Research Objectives
Mitochondrial dysfunction and alterations in energy and lipid metabolism are hallmarks of PD. The aim of this project is to perform a metabolic analysis of blood-based expression profiles to derive clinically accessible, peripheral biomarker signatures based on metabolic dysfunction for personalised PD disease monitoring and targeting.
Specific objectives:
- Identify metabolic signatures in the blood of PD patients and their relation to diagnosis, symptoms and disease progression;
- Predict altered metabolic fluxes/pathways in individual patients by incorporation of gene expression profiles and network-wide analysis;
- Identify metabolic reactions/nodes as putative therapeutic targets;
- Incorporate clinical markers to derive enhanced signatures of metabolic dysfunction for disease monitoring.
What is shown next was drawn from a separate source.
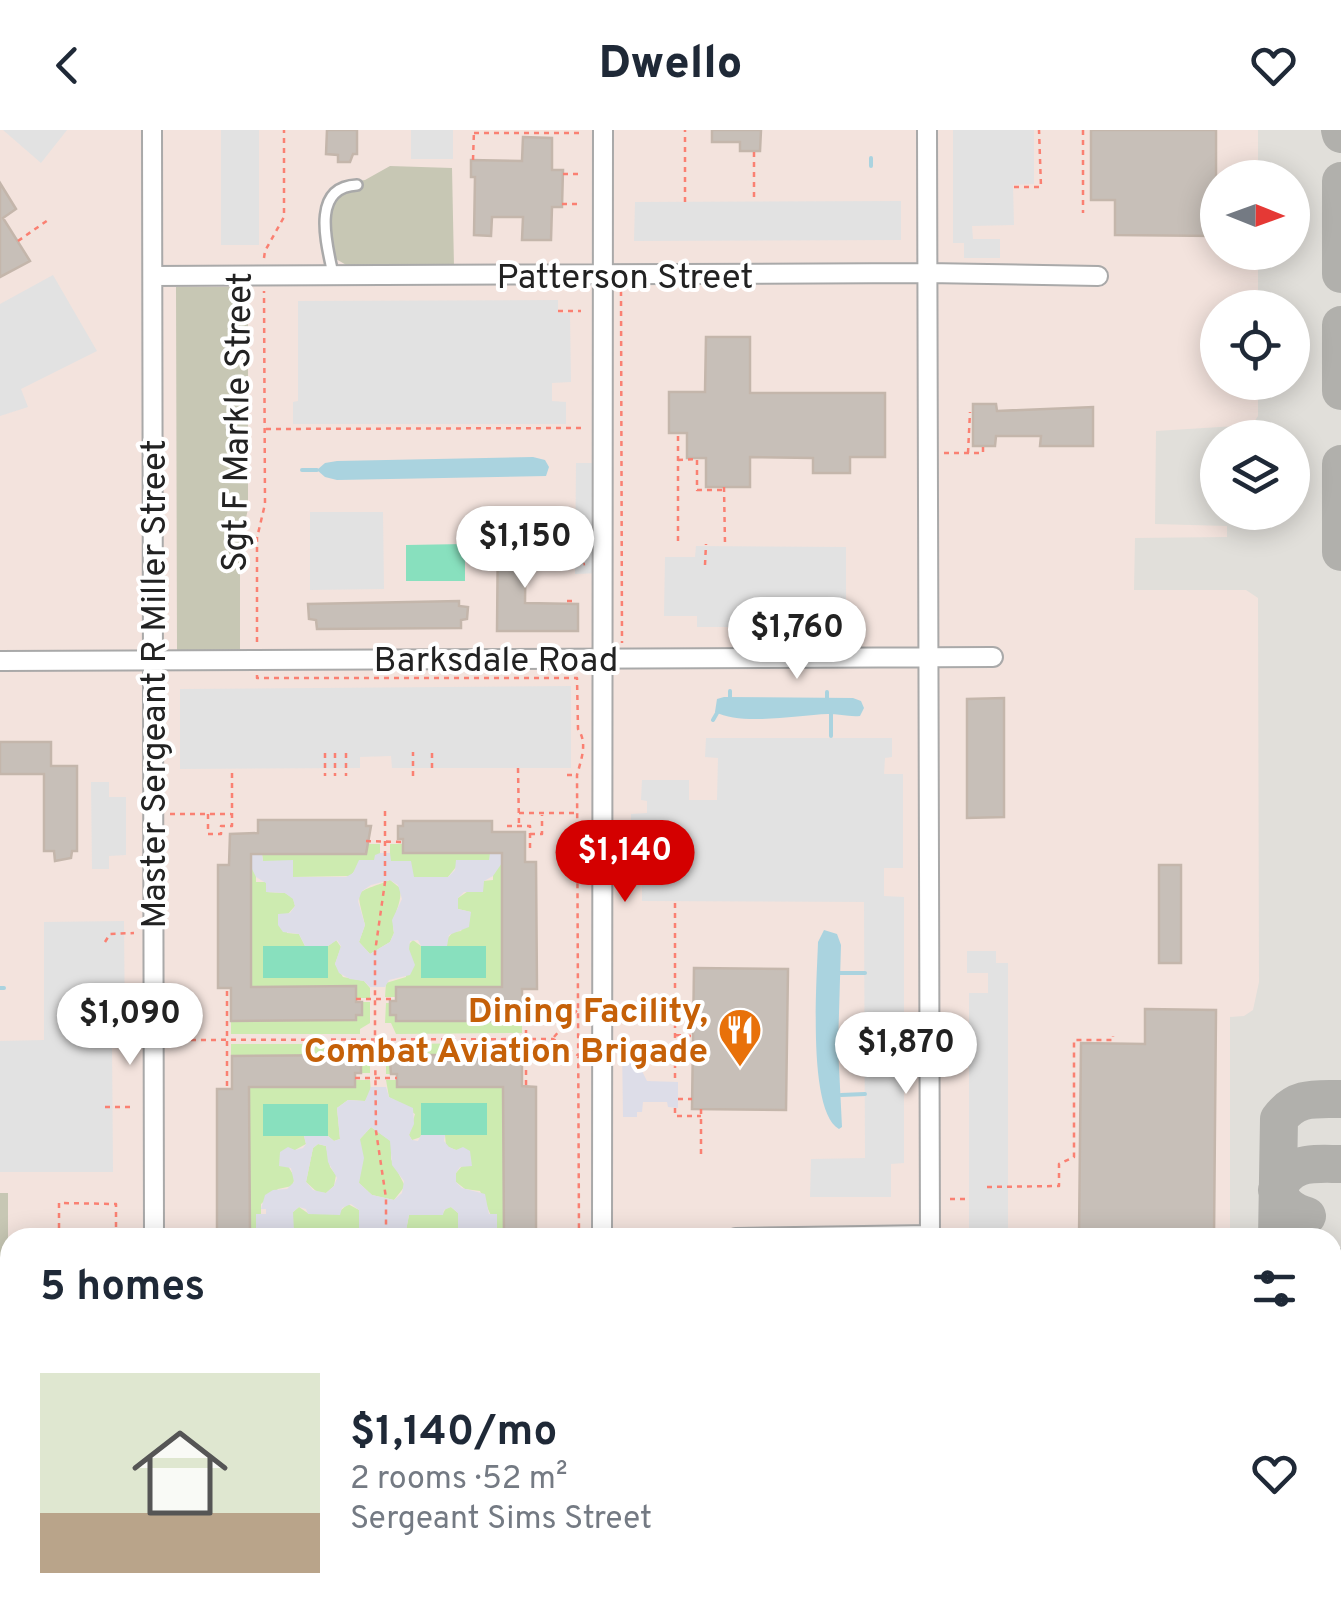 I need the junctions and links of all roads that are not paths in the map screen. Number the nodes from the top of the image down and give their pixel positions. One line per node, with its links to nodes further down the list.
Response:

The student will first determine differentially expressed metabolites and will perform correlation analyses on metabolomics datasets derived from peripheral blood mononuclear cells (PBMCs) from LuxPARK to describe the heterogeneity of metabolic signatures in PD patients. Signatures/biomarkers will be correlated with diagnosis (IPD, PDD, DLB etc), symptoms (motor, non-motor) and disease stage. Next, at RCSI, the student will be trained in the application of systems biology tools such as genome-scale metabolic models (GSMM) and will generate GSMMs of PBMC/blood gene and/or protein expression profiles to derive functional insight into the distinct metabolic signatures, and predict individual, specifically altered metabolic fluxes/pathways and their relation to diagnosis, symptoms and disease progression. Blood- and brain-based models will be aligned to determine shared and distinct patterns of metabolic dysfunction. Both publicly available datasets as well as brain transcriptomic, proteomic, and metabolomic data generated by the IMI2 PDMitoQUANT project will be available. Knockin/ knock-out and perturbation analyses in silico will predict critical metabolic reactions/nodes and putative therapeutic targets. At UL student will apply AI/ML and XAI techniques to combine clinical features as well as genomic mutations to derive enhanced signatures of metabolic dysfunction to further dissect specific pathways for therapeutic monitoring. Signatures/biomarkers will be validated using PPMI. Together, derived metabolic biomarkers will enable a refined diagnosis of PD patients and allow for longitudinal, personalised monitoring of symptoms. DC8 will closely work with DC14 due to the common focus on metabolic signatures.